Friday, November 27, 2009

More Contributors, an Open Source Model and Data Source

Thanks to a poster (G-Man), I've been pointed to UCAR's CCSM3.1 data set and source code.

I've brought on Larry Ramey (and am hoping to bring on Eric Raymond) to give a walk through of what that software does and what its data set means. Ideally with both of them compiling it, running it and cross checking each other.

Larry and Eric are both pretty blunt at what they consider bovine scatology; neither of them is *likely* to be posting, but both will be looking over my posts before they go up. They also take opposite views on the issue....aside from saying that both sides should open source everything.

If, in the private review section, they can't agree on something, I'll probably put three posts out - my post, one summarizing Eric's objections, one summarizing Larry's objections and so on.

One of the reasons why some stuff in climatology is NOT open sourced - including data sets - is because it's funded by private sources and is very much commercial information and practice. Larry asked me what my response would be to someone who had a model that had a mixture of public and private data, some with restrictions on it.

My answer was "I'm sorry, but unless we can show all the steps along the way, we cannot run it - it's outside the purview of this blog." It is my hope that by showing that, yes, a bunch of talented amateurs can run the open source stuff and give a reasonable explanation of what each model is doing, that we can 'clear the air' a bit. Perhaps, about the time of the fifth Assessment Report, we can post an honest to god literature analysis.

That being said, there's a LOT to the UCAR modeling stuff. Indeed, there may be more there than two very smart people can independently confirm or analyze. It's a huge data set.

There will be periodic updates on the progress of that thread, but more articles here and there about what data sources are, signal and noise, just so there's something to read here.


  1. You may want to look at what Michael Tobis has to say at

  2. Interesting project. I'll chip in if I can. But I predict you'll get bogged down in the initial attempt to get it to compile and run, and then give up. Unless you can get some help from the NCAR folks, or get a few tame climatology PhD students to help out.

  3. CCSM provides a bulletin board, at

  4. Steve, I don't have a tame Ph.D student handy, but Larry Ramey has worked with some of these models before, possibly even this one. Plus, he's got a few associates at NCAR.

    I suspect that between Eric and Larry and that CCSM bulletin board, we've got about a 50-60% chance of getting the model running on at least Larry's computer, and about a 25% chance of getting it to run on Eric's in addition to Larry's. I think you'll increase the odds that we at least get it running on Larry's. Dunno if you can help us get it running on Eric's.

    I intend to follow the Jerry Pournelle Computer Column Model, and give a narrative of how we tried to get it to work.

    Hopefully, if we can get it up and running, we can get enough publicity to find a suitably patient climatologist (perhaps Ray Pierrehumbert might be willing, if we can get the software to run.) to help us understand the workings of the tools.

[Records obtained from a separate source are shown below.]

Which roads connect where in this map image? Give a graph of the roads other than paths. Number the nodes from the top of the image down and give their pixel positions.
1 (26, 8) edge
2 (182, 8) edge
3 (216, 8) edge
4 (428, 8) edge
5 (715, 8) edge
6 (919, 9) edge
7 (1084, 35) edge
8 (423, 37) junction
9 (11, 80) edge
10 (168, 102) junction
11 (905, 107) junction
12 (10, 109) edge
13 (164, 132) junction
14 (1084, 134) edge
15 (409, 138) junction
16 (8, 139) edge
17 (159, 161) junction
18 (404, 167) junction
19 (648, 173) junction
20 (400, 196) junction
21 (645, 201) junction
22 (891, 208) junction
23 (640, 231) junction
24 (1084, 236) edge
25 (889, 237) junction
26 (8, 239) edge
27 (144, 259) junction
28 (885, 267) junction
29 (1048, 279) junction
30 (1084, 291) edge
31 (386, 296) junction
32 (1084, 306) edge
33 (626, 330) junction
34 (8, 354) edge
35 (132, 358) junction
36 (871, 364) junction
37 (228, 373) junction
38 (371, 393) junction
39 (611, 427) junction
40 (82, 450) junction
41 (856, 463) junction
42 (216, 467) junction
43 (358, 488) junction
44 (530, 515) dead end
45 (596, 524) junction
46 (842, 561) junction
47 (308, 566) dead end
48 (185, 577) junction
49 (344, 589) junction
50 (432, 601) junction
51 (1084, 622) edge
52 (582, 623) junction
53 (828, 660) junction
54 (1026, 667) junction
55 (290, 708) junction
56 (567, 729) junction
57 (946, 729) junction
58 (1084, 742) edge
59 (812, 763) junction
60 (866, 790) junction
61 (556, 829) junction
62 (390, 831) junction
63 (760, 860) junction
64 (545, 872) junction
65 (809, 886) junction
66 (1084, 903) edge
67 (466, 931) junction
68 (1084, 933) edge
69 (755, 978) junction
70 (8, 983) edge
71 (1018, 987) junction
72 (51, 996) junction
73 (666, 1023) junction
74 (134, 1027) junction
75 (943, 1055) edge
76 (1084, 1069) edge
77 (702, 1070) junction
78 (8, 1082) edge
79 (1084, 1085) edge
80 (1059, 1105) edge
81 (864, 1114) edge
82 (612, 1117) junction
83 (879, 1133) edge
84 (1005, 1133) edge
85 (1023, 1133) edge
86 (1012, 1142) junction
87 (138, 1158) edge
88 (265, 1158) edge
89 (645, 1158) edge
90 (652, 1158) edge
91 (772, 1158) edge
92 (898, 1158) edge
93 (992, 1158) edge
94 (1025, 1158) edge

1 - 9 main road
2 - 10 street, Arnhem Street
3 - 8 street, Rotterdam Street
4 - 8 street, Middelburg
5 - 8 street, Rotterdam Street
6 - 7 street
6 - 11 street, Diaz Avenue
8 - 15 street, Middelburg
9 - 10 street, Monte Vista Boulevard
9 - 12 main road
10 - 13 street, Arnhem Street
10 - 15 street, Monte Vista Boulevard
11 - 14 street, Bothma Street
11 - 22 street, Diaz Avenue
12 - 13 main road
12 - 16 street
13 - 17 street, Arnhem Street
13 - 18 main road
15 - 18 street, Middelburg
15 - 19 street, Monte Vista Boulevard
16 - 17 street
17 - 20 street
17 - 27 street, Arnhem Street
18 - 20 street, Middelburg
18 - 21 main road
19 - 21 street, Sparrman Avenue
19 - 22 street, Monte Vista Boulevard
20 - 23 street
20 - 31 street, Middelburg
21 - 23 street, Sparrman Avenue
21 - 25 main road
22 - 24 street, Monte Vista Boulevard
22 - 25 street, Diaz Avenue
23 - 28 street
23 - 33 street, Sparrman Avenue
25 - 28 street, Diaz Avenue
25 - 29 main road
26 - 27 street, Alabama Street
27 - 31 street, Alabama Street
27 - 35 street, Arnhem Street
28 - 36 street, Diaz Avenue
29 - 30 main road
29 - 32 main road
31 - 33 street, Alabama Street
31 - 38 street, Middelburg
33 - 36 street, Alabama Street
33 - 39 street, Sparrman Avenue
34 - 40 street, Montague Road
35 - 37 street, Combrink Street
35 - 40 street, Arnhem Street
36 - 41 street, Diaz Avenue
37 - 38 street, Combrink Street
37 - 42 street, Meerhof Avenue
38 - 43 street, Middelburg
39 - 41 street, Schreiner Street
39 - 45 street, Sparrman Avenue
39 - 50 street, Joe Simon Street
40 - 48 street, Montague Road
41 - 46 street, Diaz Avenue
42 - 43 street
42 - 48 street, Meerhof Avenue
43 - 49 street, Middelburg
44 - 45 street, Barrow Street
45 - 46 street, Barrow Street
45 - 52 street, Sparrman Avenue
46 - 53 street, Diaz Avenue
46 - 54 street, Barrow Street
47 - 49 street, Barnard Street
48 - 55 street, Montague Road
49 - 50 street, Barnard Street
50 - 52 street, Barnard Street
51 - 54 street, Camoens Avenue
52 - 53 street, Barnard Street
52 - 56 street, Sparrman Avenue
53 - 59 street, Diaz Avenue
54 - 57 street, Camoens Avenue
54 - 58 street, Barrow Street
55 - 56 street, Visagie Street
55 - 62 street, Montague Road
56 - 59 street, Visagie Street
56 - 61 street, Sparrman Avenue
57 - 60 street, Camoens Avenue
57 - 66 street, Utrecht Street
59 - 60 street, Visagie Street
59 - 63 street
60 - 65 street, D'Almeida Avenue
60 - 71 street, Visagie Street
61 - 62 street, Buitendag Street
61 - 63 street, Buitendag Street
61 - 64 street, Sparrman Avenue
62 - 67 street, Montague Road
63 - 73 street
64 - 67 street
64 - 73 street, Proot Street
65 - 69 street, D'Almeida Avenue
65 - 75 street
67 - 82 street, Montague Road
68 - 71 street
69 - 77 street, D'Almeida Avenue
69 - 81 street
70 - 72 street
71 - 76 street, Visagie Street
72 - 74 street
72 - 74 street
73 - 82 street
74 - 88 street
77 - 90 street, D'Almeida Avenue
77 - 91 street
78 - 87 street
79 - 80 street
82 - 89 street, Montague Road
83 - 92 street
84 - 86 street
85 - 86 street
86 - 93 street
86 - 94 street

    If we can get it to run, the project morphology is to say "Hey, look, we managed to do it, this is how it worked, this is what we learned, this is what we still have our doubts on. Now go do what we did.".

  5. Oh if you're looking for more data, I found something while browsing some PDFs in the CRU data.

    On page 3 of FOIA/documents/MannHouseReply.pdf it lists as note 2 a number of URLs that Mann states are "data, descriptions of methods, and results related to my research". The URLS are :-

    Hope that helps.

  6. KB: "One of the reasons why some stuff in climatology is NOT open sourced - including data sets - is because it's funded by private sources and is very much commercial information and practice."

    Ken - Your comment above is based on a misunderstanding. Some *meteorological* datasets are not open because they are developed by national weather forecasting services who get part of their operational funding from commercial weather services. They tend to have licenses that allow academics to use the the data for free, but restrict use by all others. That's the issue with some of the CRU data.

    *Climatology*, in contrast, is nearly always publicly funded research. There are almost no existing commercial climate services yet. So, it's either open source already, or it's not available because the climate modeling centres never realised anyone would be interested. They will all let you have the code if you want to do bona fide climate research with it, although most of them want you to sign some sort of license agreement. The main exception is the UK Met Office Hadley Centre, who build both climate models and operational weather forecasting models from the same source code, and so have some reason to protect their commercial interests. But they'll still let you have the code if you can convince them you're doing worthwhile research with it.

    Here's my rundown of what's available:

    By the way, if you want to get anywhere, you'll have to build a relationship of mutual respect with any climate modeling group whose code you work with. Given the attitude of some of your team, that might not be possible.

  7. Thank you for the correction on that, Steve.

    You are correct; meteorological data is very distinct from climate data.